Why did the UK pull out of the European Union (EU)? A Labour Government or a coalition government between Labour and Lib-Dem would not have exited the EU.
The Conservative Party took the UK out of the EU because the current generation of the Conservative Party leadership is the ideological inheritors of Thatcherism. We will return to that point below.
Mrs. Thatcher did not like Germany because she feared its hegemonic racism and messianic quest to dominate Europe. In his memoir, “Kill The Messenger”, the long serving press secretary of Mrs. Thatcher, Bernard Ingham, wrote that she disliked Germany and was insanely hostile to German unification. If Mrs. Thatcher did not appreciate Germany why did the UK under her leadership stay so long in the EU with Germany and in NATO with Germany?
Because there was a country that Mrs. Thatcher hated more than Germany. What happened then under Mrs. Thatcher was that she used Germany in a brilliant high-stake game of realpolitik.
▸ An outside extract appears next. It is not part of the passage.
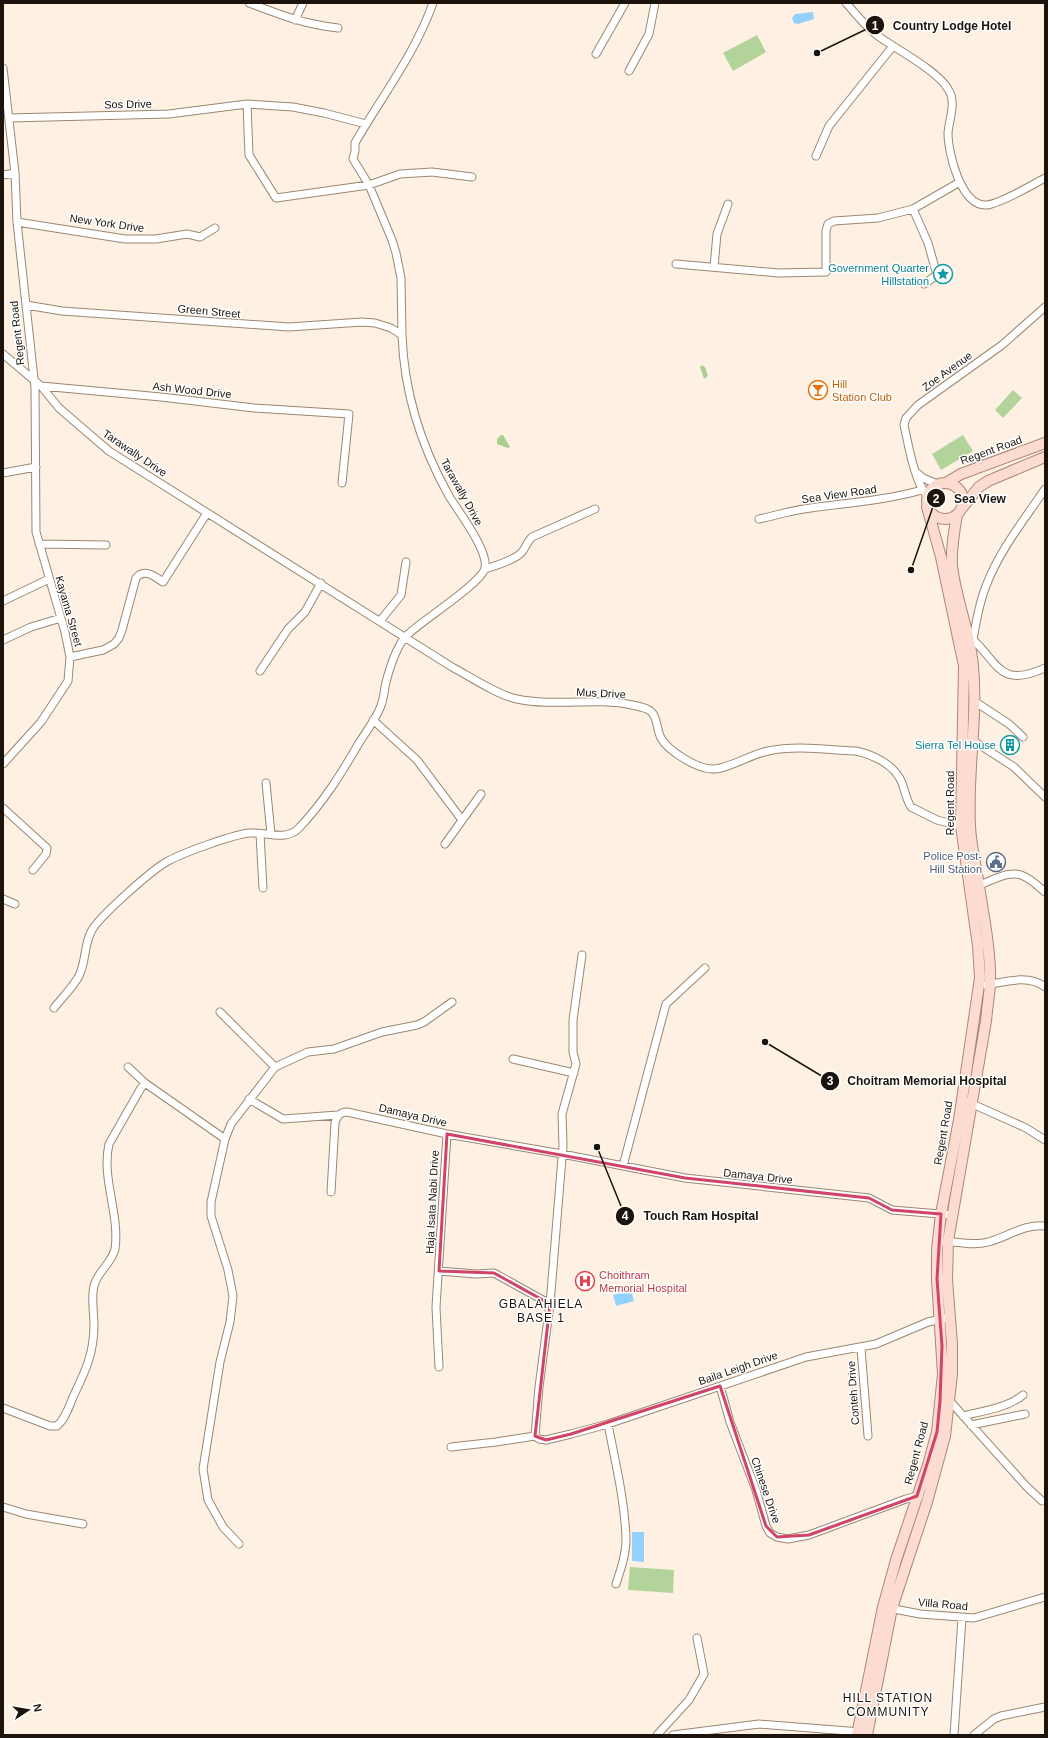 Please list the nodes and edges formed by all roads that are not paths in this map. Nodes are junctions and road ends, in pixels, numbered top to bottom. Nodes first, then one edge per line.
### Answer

Mrs. Thatcher co-existed with Germany because Germany was pivotal to Europe’s policing of Russia.
The thinking was not just based on realpolitik but also commonsense. For Thatcher, Russia was a bigger threat than Germany, so why not encourage Germany to be the essential plank against Russia.
Western Europe has a deep, ideological and racist hatred for Russia. It is ideological in the sense that France, Germany and the UK did not want, in the past, and do not in the future, a huge power in Europe like Russia that they cannot control.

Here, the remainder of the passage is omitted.